## Problem statement
Look for the string "Grant" in the data below, and copy each line that holds it.

####

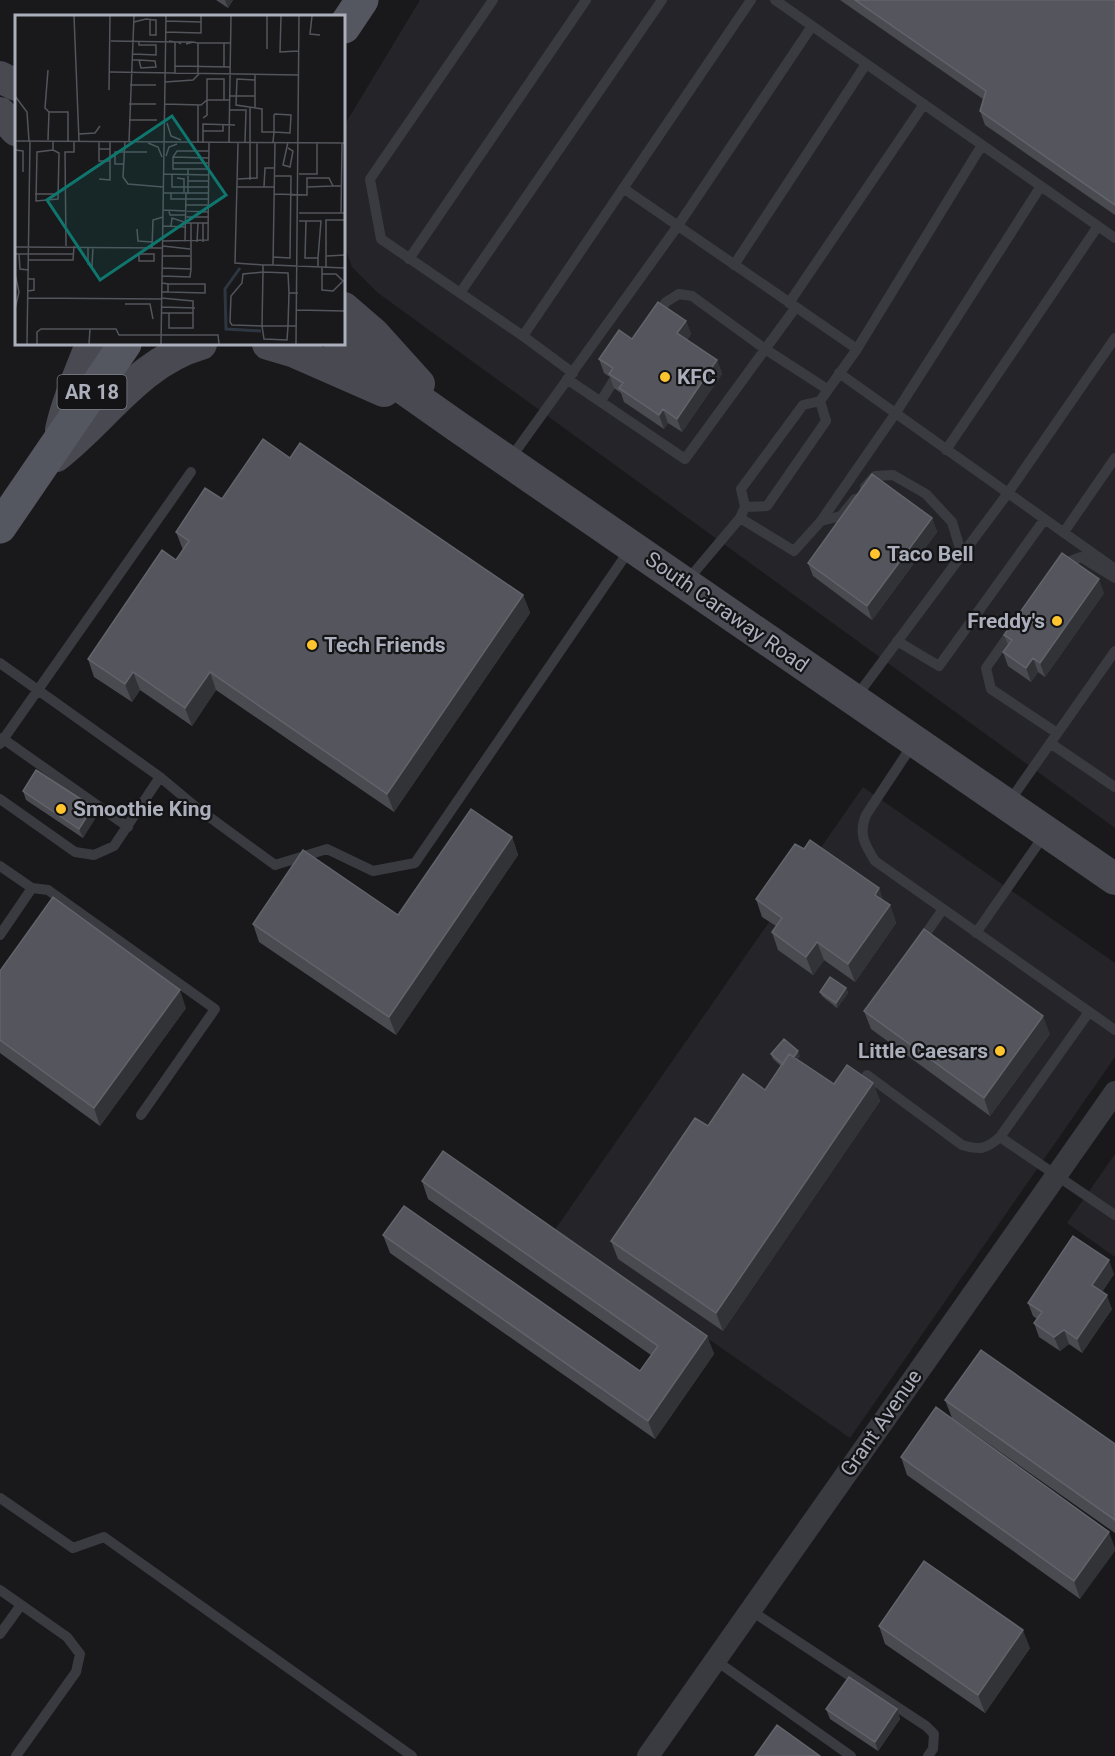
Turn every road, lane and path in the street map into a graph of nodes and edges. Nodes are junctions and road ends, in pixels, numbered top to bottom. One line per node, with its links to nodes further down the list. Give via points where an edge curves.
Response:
1 (493, 0): 23 (lane, via 370,179 381,239)
2 (586, 0): 23 (lane)
3 (662, 0): 25 (lane)
4 (751, 0): 19 (lane)
5 (775, 0): 7 (lane)
6 (352, 13): 8 (main road)
7 (812, 26): 9 (lane); 21 (lane)
8 (345, 38)
9 (866, 64): 13 (lane); 24 (lane)
10 (0, 77): 11 (main road)
11 (15, 84)
12 (0, 101): 14 (main road)
13 (924, 105): 17 (lane); 26 (lane)
14 (15, 112)
15 (0, 113): 16 (main road)
16 (15, 129)
17 (982, 145): 18 (lane); 37 (lane)
18 (1041, 186): 20 (lane); 44 (lane)
19 (623, 188): 21 (lane); 29 (lane)
20 (1098, 226): 22 (lane); 47 (lane)
21 (677, 227): 24 (lane); 39 (lane)
22 (1115, 238)
23 (409, 259): 25 (lane)
24 (734, 265): 26 (lane)
25 (460, 293): 29 (lane)
26 (793, 305): 36 (lane); 37 (lane)
27 (345, 309): 45 (main road, via 373,333)
28 (646, 331): 36 (lane, via 666,302 679,294 692,296)
29 (523, 336): 39 (lane)
30 (1115, 338): 52 (lane)
31 (91, 345): 46 (main road, via 65,408)
32 (124, 345): 46 (main road, AR 18)
33 (197, 345): 50 (main road, via 162,361 139,378 69,446)
34 (271, 345): 45 (main road, via 295,352)
35 (341, 345): 45 (main road, South Caraway Road)
36 (765, 349): 41 (lane); 43 (lane, via 685,459)
37 (857, 349): 38 (lane)
38 (839, 373): 41 (lane); 44 (lane)
39 (570, 376): 43 (lane); 49 (lane)
40 (614, 380): 43 (lane)
41 (827, 389): 42 (lane)
42 (820, 401): 53 (lane, via 803,405 741,489); 53 (lane, via 826,421 767,506)
43 (600, 402)
44 (895, 414): 47 (lane); 56 (lane)
45 (455, 425): 49 (main road, South Caraway Road)
46 (58, 441): 50 (main road, AR 18)
47 (946, 450): 52 (lane)
48 (1115, 458): 58 (lane)
49 (508, 461): 59 (main road, South Caraway Road)
50 (39, 469): 57 (main road, AR 18)
51 (191, 472): 69 (lane)
52 (1008, 493): 55 (lane); 60 (lane)
53 (746, 507): 54 (lane)
54 (740, 518): 56 (lane, via 794,551); 64 (lane)
55 (1044, 520): 58 (lane); 66 (lane, via 939,666)
56 (821, 521): 60 (lane, via 841,516 875,476 893,475 927,494 952,522)
57 (0, 527)
58 (1064, 532): 61 (lane)
59 (632, 546): 64 (main road, South Caraway Road); 75 (lane, via 415,863 373,871 327,849 274,865)
60 (962, 555): 66 (lane)
61 (1115, 569)
62 (1052, 575): 63 (lane, via 1058,565 1081,557)
63 (1115, 578)
64 (685, 583): 70 (main road, South Caraway Road)
65 (1019, 621): 71 (lane, via 986,668 991,689)
66 (897, 641): 70 (lane)
67 (1115, 651): 71 (lane)
68 (0, 663): 69 (lane)
69 (37, 689): 72 (lane); 75 (lane)
70 (854, 699): 73 (main road, South Caraway Road)
71 (1058, 733): 74 (lane)
72 (1, 741): 79 (lane)
73 (914, 741): 78 (main road, South Caraway Road); 84 (lane, via 866,815 861,825 862,837 875,861)
74 (1050, 742): 76 (lane); 78 (lane)
75 (160, 777): 79 (lane)
76 (1114, 786)
77 (0, 800): 79 (lane, via 75,852 94,855 114,846)
78 (1007, 804): 80 (main road, South Caraway Road)
79 (128, 828)
80 (1047, 832): 82 (main road, South Caraway Road); 85 (lane)
81 (0, 866): 83 (lane)
82 (1115, 879)
83 (32, 888): 86 (lane); 92 (lane, via 48,890 215,1009)
84 (943, 909): 85 (lane); 87 (lane)
85 (976, 933): 88 (lane)
86 (0, 935)
87 (916, 947)
88 (1089, 1012): 89 (lane); 93 (lane)
89 (1115, 1030)
90 (867, 1075): 93 (lane, via 962,1145 988,1148)
91 (1115, 1092): 94 (street, Grant Avenue)
92 (141, 1115)
93 (1000, 1137): 94 (lane)
94 (1056, 1175): 95 (lane); 99 (street, Grant Avenue)
95 (1115, 1215)
96 (0, 1498): 103 (lane, via 73,1548 104,1537)
97 (0, 1590): 98 (lane)
98 (21, 1605): 100 (lane); 102 (lane, via 67,1637 80,1654 76,1672)
99 (750, 1610): 101 (street, Grant Avenue); 106 (lane, via 926,1726 934,1734)
100 (0, 1634)
101 (715, 1660): 104 (street, Grant Avenue); 105 (lane)
102 (16, 1756)
103 (412, 1756)
104 (648, 1756)
105 (851, 1756)
106 (928, 1756)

####

## Response below
91 (1115, 1092): 94 (street, Grant Avenue)
94 (1056, 1175): 95 (lane); 99 (street, Grant Avenue)
99 (750, 1610): 101 (street, Grant Avenue); 106 (lane, via 926,1726 934,1734)
101 (715, 1660): 104 (street, Grant Avenue); 105 (lane)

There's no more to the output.